In the case of PDAC, current research is focused next generation genomic analysis to identify variants associated with the occurrence of the disease. Several Polygenic Risk Scores (PRS) models for PDAC have been developed, including 4 models that include 5, 30, 33 and 22 SNPs [42,43,44,45], respectively, that predispose to the development of PDAC. However, these studies are costly as sequencing is still an expensive technique. Moreover, the clinical application of these techniques has not yet been achieved and there are doubts about their efficacy [46, 47]. Therefore, it is important to highlight the relevance of studies with models such as BLUP, as they only require a computer and a database to identify individuals with a potential risk of developing PDAC. These models can be incorporated in hospitals at no great additional cost. In addition, they allow the study of a large number of patients and, as they are specific to each individual, they provide a more personalised, faster and more effective follow-up.

The mean EGV for individuals with solid extra-pancreatic lesions was much lower than the in individuals with solid pancreatic lesions. Thus, this supports the notion that the BLUP model can predict PDAC risk, as it does not assign a high EGV in the presence of non-PDAC solid lesions in high risk individuals, although a small proportion of these lesions may progress to PDAC. The reported surgical intervention rates due to suspicious lesions in this population type is around 5% [48,49,50], and specifically 2.6% of individuals from our registry (REFERENCE). To achieve a high-degree of reliability, the BLUP model requires good quality multi generation pedigree information and a large of number of pedigrees with accurate information of cancer diagnosis. The calculation of the EGV can be made more accurate by adding more effects to the model, such as clinical, sociological, or demographic characteristics. However, obtaining these data for the entire population is more difficult. Nevertheless, it would be possible to add the associated pathogenic variants as they are discovered. Another way to improve the BLUP model would be to incorporate genetic information in the kinship matrix, in the form of coefficients to estimate genetic values. The genetic values could be estimated by combining phenotypic, pedigree and genomic information at the same time [51].
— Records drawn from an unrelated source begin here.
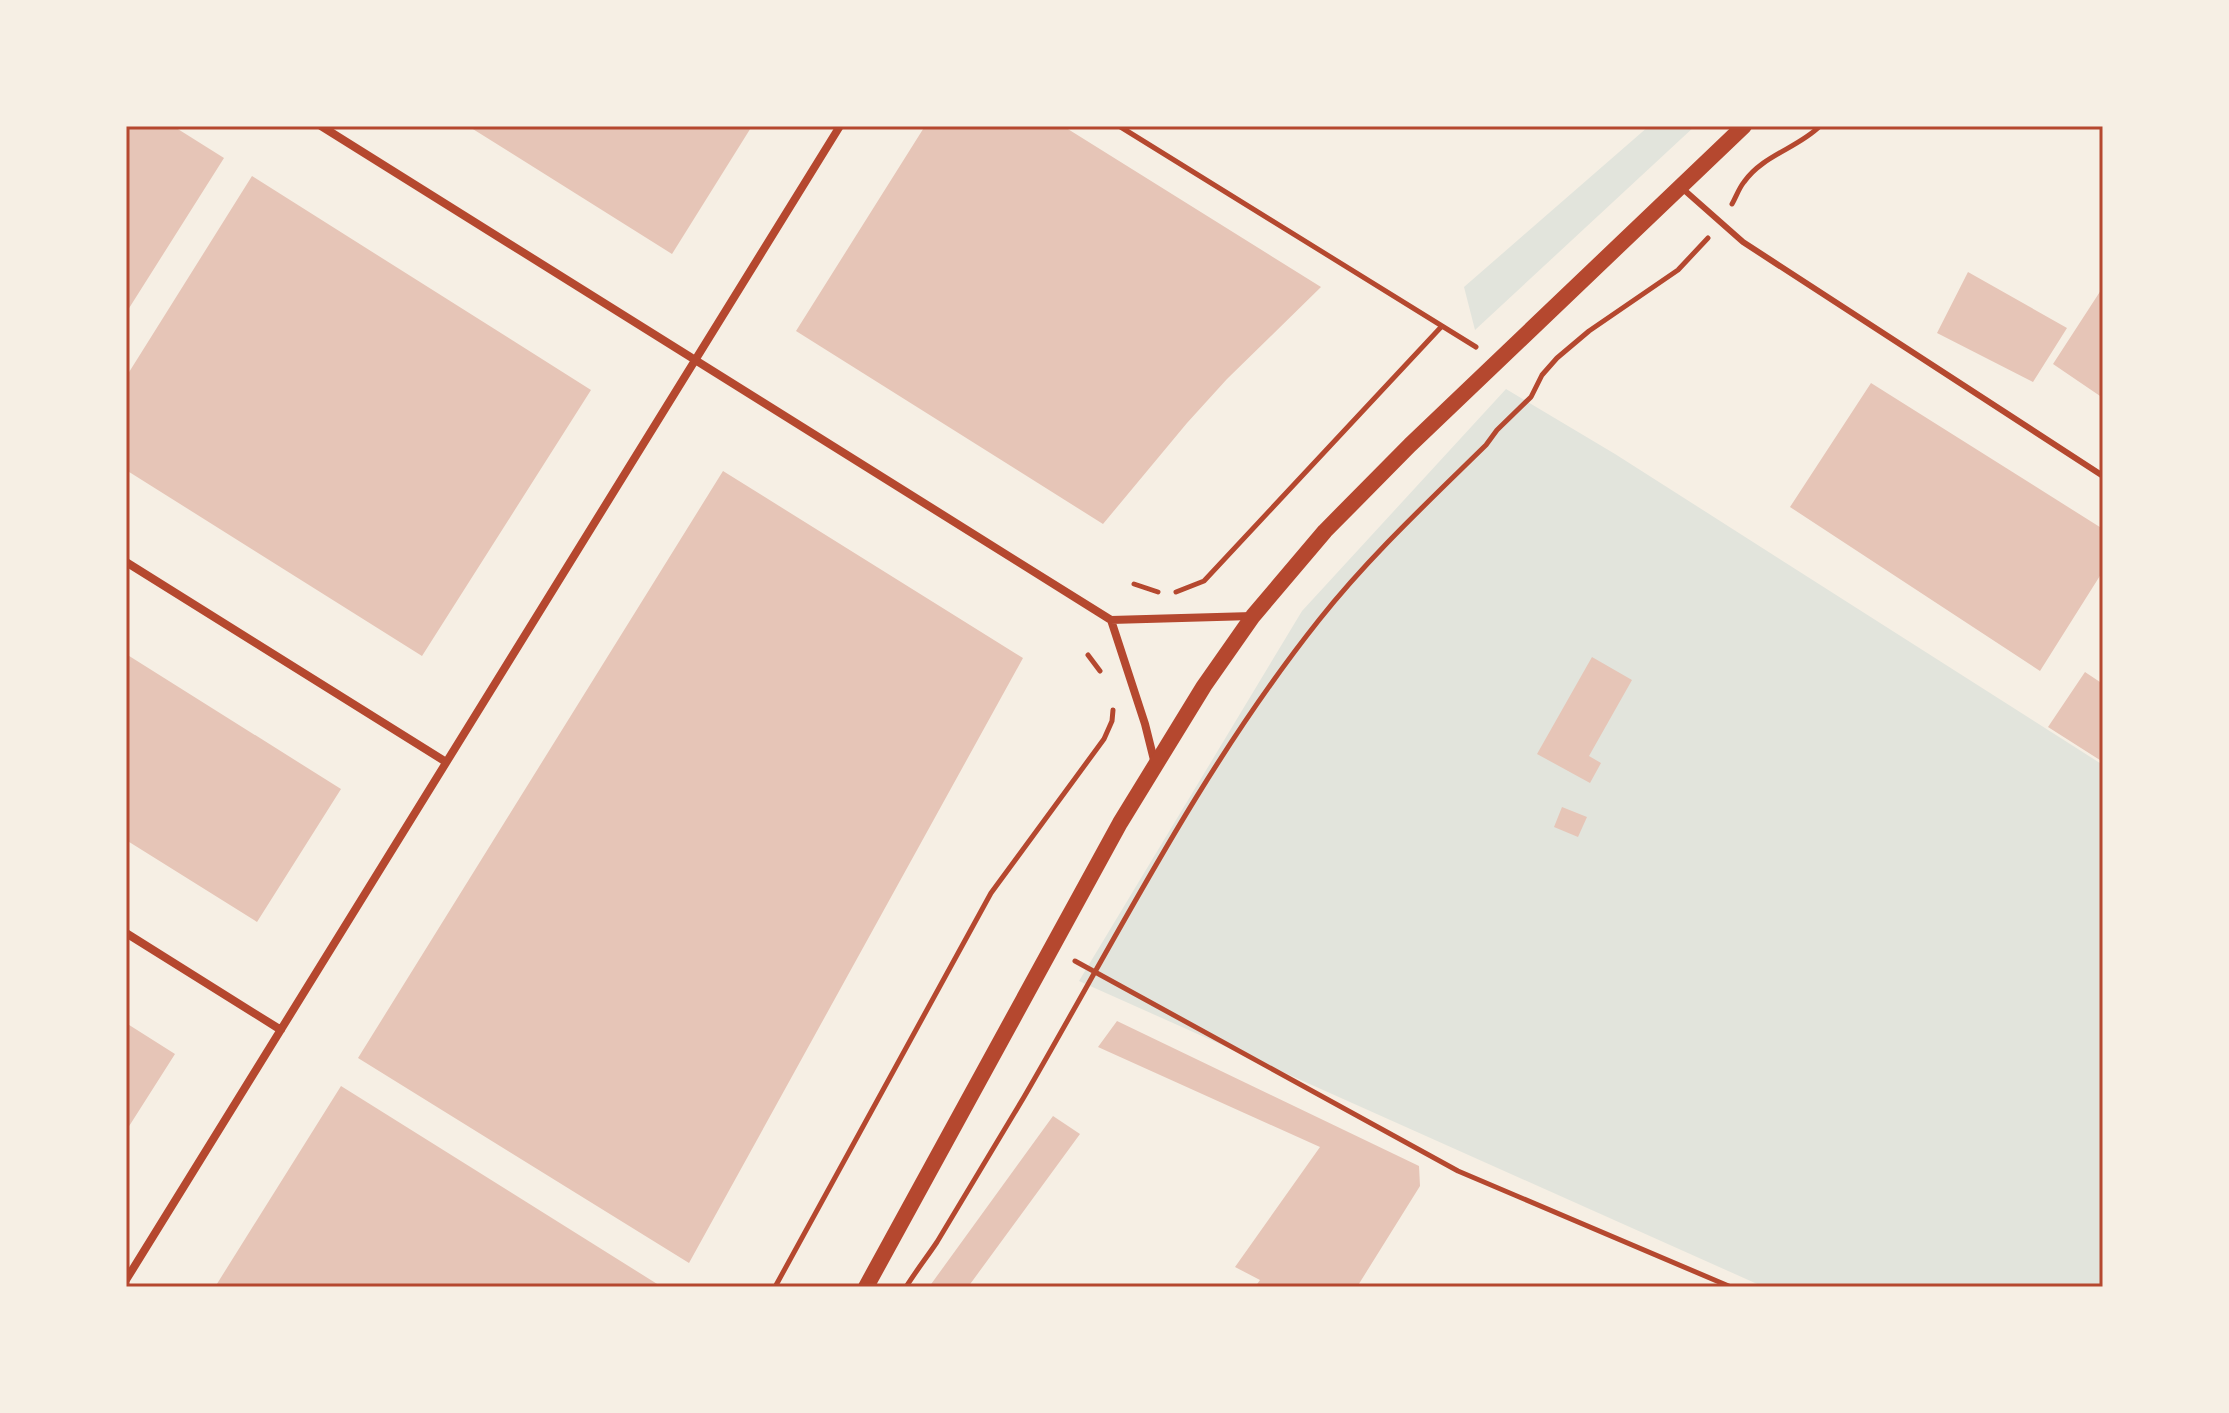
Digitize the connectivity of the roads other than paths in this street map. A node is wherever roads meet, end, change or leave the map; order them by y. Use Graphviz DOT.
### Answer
graph roads {
  1 [pos="321,126"];
  2 [pos="840,126"];
  3 [pos="1744,126"];
  4 [pos="1680,186"];
  5 [pos="695,360"];
  6 [pos="2103,476"];
  7 [pos="126,562"];
  8 [pos="1253,616"];
  9 [pos="1111,620"];
  10 [pos="446,762"];
  11 [pos="1155,764"];
  12 [pos="126,933"];
  13 [pos="281,1030"];
  14 [pos="126,1280"];
  15 [pos="866,1287"];
  1 -- 5 [label="street"];
  2 -- 5 [label="street"];
  3 -- 4 [label="main road"];
  4 -- 6 [label="lane"];
  4 -- 8 [label="main road"];
  5 -- 9 [label="street"];
  5 -- 10 [label="street"];
  7 -- 10 [label="street"];
  8 -- 9 [label="street"];
  8 -- 11 [label="main road"];
  9 -- 11 [label="street"];
  10 -- 13 [label="street"];
  11 -- 15 [label="main road"];
  12 -- 13 [label="street"];
  13 -- 14 [label="street"];
}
At present, early diagnosis and the development of new, truly effective therapeutic strategies for the treatment of pancreatic cancer remain essential. Widespread screening at the population level is not feasible due to the low prevalence of this type of cancer and the invasive techniques used to detect pancreatic lesions. It is only justified in defined high-risk populations, such as those with hereditary or familial pancreatic cancer. Therefore, new specific, sensitive and minimally invasive approaches are needed, and the calculation of EGV for HRI can serve as a starting point to predict the risk of this deadly disease. However, in order for algorithms such as these to be accurate and useful assessments for the management of high-risk individuals, we must ensure that input data is of high-quality, including pedigree information, full medical history and epidemiological data. Importantly, there are several international consortiums that provide guidelines and recommendations for high-risk screening [16,17,18,19], as well as templates for standardized reporting and interpretation of the EUS [52] and MRI [53] imaging tests.

Conclusions

The BLUP model offers a valuable tool for the study of hereditary cancer, allowing to estimate the degree of heritability of the cancer and to calculate the individual genetic risk in the members of a family with a history, as well as an approximation to the genetic risk in future generations. In addition, this tool can be used to identify the likely carriers of pathogenic variants, that should be prioritized for next-generation sequencing analysis. As a next step in the validation of the model, it is suggested to apply it to a larger population, standardising the data of the families involved.